• Records for this task
* * * * * * *
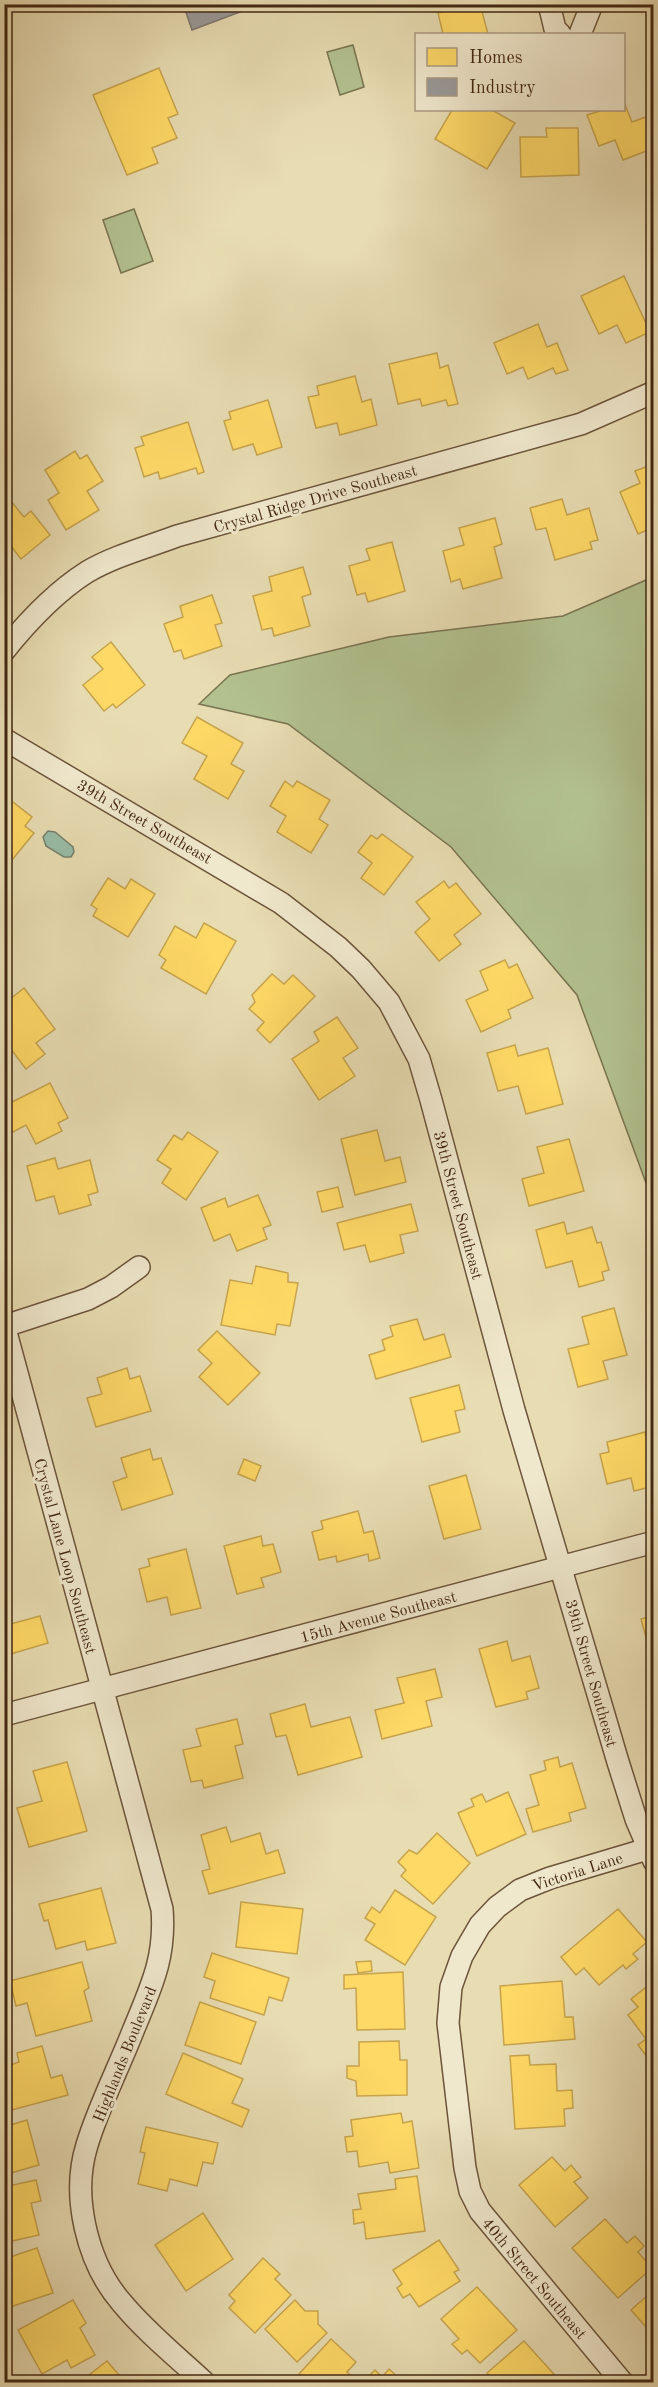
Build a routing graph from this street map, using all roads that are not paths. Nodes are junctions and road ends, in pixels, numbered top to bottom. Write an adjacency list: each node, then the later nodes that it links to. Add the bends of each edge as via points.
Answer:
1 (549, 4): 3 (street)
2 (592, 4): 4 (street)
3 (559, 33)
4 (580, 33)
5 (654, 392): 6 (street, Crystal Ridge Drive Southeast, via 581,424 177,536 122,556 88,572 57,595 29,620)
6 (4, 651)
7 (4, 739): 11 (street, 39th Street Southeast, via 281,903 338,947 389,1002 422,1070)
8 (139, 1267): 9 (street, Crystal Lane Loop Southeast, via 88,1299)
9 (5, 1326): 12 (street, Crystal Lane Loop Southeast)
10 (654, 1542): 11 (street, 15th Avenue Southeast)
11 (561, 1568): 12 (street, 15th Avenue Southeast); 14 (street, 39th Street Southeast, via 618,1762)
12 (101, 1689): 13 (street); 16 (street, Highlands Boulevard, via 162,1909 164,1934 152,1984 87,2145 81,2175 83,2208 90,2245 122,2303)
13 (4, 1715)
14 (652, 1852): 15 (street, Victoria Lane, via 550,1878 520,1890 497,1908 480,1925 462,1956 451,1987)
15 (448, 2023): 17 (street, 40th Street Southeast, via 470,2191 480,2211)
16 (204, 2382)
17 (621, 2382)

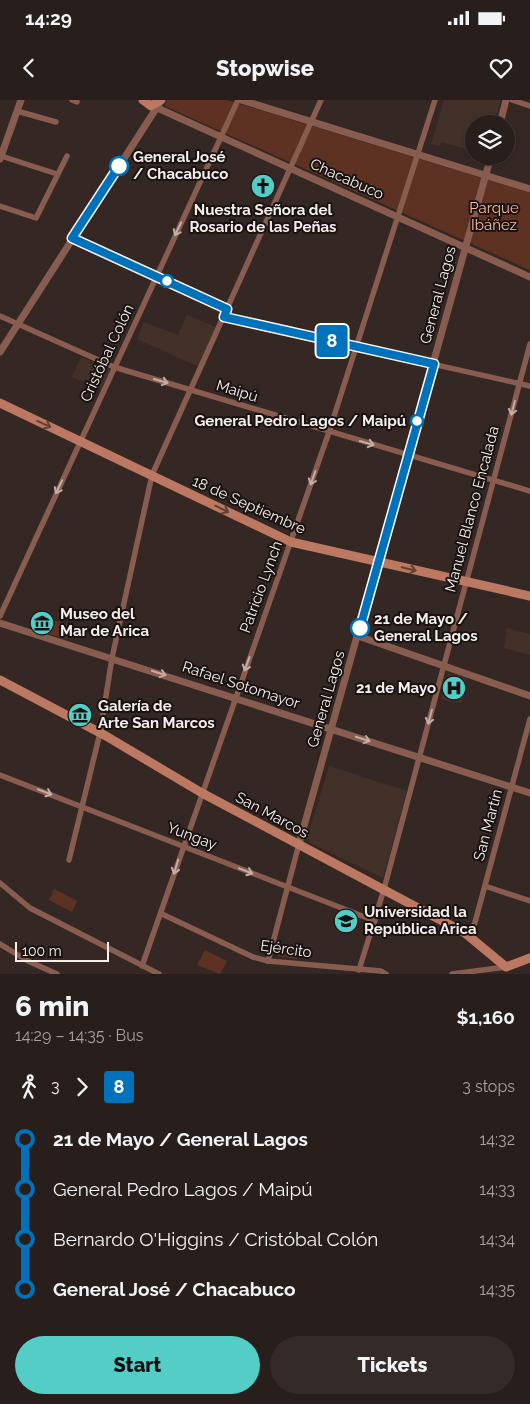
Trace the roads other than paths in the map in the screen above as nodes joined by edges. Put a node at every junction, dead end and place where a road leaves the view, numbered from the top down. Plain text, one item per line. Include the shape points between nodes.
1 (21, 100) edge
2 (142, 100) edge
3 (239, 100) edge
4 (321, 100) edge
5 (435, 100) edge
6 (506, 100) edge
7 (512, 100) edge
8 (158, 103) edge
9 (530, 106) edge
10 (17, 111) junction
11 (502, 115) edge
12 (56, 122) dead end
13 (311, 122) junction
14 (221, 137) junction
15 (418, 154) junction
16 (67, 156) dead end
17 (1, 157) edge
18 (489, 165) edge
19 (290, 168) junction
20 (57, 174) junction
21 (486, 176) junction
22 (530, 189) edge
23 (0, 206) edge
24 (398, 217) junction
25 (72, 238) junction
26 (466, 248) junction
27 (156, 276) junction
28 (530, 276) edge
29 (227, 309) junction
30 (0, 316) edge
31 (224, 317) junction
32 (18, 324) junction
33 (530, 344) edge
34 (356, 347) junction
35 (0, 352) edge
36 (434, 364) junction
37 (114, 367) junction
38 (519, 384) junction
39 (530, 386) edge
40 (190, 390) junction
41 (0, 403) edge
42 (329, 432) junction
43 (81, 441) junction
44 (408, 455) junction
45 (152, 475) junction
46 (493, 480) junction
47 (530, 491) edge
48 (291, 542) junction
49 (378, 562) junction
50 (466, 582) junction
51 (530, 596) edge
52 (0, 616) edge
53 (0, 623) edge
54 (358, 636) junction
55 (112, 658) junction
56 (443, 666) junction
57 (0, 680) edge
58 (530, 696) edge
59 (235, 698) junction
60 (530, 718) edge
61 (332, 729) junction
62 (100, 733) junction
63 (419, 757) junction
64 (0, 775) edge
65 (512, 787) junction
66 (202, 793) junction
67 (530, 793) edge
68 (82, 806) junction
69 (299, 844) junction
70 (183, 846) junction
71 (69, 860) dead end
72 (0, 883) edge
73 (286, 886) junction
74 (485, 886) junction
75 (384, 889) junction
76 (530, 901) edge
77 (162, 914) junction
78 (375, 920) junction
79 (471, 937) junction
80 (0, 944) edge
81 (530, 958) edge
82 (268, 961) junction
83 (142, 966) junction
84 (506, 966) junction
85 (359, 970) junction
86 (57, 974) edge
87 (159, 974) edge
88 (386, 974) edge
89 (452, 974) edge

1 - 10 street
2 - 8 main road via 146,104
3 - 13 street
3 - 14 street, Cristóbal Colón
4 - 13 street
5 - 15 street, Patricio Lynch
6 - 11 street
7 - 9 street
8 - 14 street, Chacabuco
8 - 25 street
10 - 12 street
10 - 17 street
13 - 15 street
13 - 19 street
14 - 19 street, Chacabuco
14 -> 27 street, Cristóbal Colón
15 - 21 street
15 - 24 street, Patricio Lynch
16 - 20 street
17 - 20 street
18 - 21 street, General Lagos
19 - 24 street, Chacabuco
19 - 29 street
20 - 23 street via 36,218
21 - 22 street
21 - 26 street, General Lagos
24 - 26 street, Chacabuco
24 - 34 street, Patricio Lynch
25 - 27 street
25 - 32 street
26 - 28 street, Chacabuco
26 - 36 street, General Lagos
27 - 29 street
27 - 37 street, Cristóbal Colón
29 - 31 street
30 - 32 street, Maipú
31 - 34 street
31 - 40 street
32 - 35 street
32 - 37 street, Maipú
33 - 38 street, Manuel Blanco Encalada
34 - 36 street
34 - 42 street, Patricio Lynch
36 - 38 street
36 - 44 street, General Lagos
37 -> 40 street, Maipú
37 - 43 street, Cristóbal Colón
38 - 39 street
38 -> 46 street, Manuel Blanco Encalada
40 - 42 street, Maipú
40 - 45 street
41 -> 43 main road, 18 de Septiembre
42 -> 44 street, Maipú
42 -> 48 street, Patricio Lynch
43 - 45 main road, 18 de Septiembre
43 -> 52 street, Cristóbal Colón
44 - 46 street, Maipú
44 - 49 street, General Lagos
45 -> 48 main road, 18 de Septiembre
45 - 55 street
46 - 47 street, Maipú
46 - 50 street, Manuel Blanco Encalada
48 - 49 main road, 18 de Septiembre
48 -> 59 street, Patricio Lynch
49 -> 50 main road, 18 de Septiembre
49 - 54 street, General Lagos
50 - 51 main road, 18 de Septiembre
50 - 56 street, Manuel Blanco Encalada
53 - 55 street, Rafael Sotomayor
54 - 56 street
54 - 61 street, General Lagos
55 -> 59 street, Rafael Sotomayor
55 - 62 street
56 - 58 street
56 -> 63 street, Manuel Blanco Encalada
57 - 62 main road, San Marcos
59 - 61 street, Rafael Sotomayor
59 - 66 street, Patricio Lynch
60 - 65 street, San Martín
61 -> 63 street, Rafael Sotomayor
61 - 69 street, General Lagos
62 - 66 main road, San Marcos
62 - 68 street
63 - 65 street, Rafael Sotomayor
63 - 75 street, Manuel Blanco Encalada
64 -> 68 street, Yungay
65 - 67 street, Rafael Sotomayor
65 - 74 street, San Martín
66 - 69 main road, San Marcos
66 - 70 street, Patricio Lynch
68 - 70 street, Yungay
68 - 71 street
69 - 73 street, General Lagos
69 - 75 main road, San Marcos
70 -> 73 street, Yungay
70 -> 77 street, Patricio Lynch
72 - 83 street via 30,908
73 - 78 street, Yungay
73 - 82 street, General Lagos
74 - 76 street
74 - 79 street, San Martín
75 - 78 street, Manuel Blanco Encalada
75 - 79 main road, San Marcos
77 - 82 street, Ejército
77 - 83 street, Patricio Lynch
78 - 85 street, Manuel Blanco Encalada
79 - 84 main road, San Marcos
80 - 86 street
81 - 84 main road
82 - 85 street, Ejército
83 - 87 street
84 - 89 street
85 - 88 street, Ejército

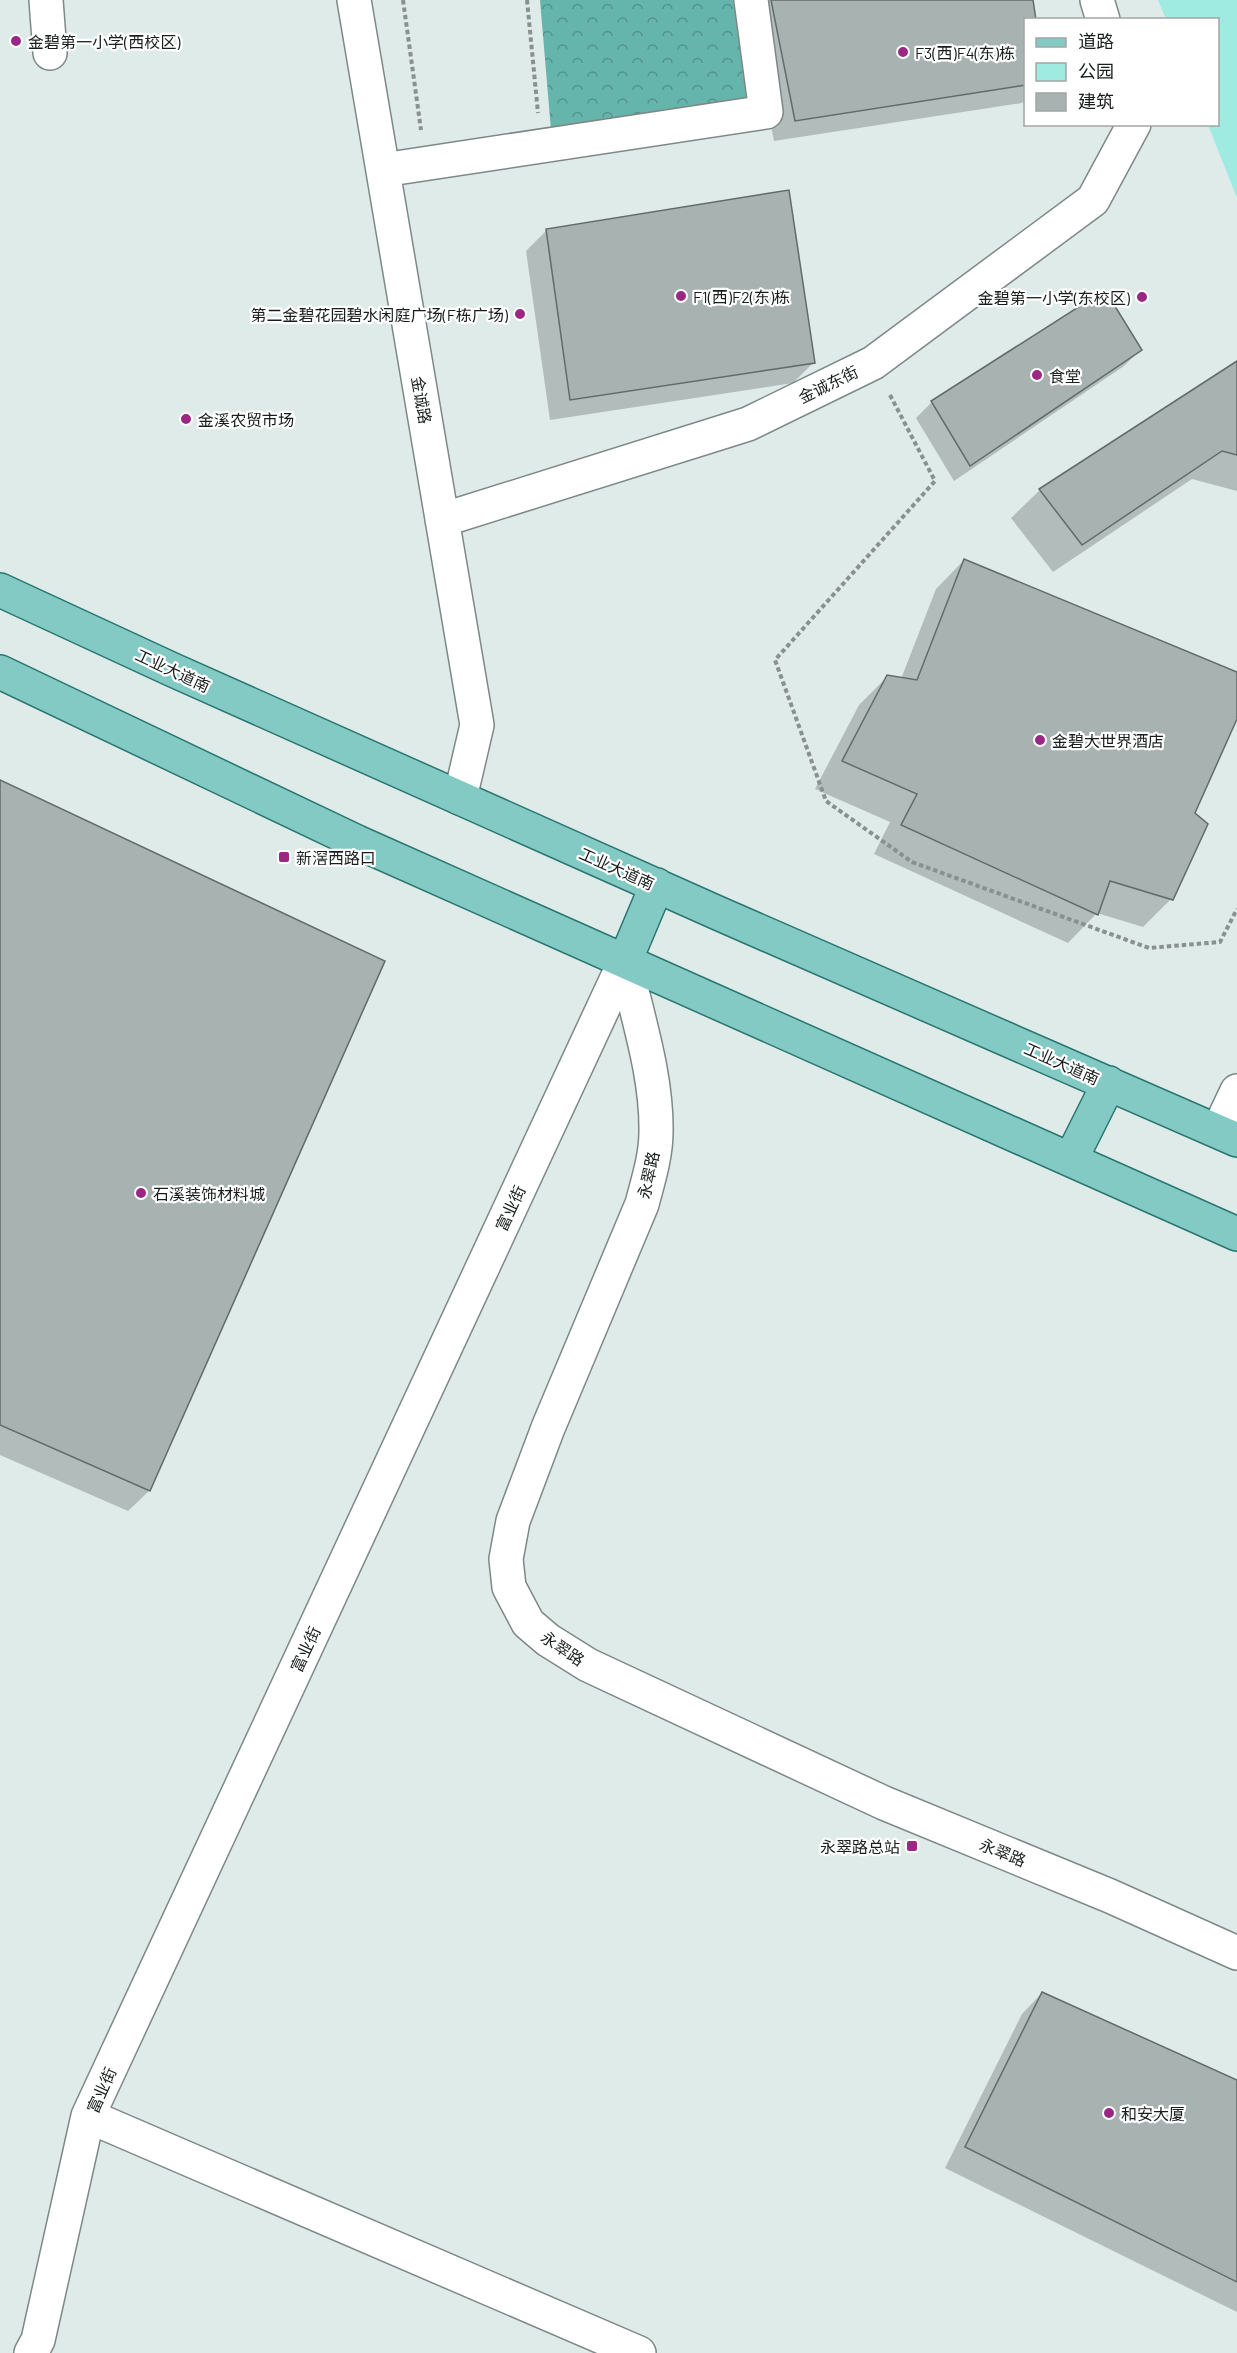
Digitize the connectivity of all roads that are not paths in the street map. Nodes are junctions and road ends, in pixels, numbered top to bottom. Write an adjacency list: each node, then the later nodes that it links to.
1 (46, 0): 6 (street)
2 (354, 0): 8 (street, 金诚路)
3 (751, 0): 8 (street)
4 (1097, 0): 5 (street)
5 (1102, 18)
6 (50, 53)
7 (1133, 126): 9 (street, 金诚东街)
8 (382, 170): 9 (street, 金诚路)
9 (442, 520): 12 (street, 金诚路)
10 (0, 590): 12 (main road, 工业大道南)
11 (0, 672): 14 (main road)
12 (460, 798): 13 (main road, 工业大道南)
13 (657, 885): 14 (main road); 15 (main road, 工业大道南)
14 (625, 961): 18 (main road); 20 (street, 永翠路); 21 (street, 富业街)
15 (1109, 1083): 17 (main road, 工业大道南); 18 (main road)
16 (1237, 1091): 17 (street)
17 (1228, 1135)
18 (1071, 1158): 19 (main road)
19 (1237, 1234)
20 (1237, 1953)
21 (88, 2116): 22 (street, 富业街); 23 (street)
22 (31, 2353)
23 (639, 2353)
* * * * * * *
• Work order
Scan the material above line by line for "dead". State how many lines have it, and nothing more.

• Problem solution
4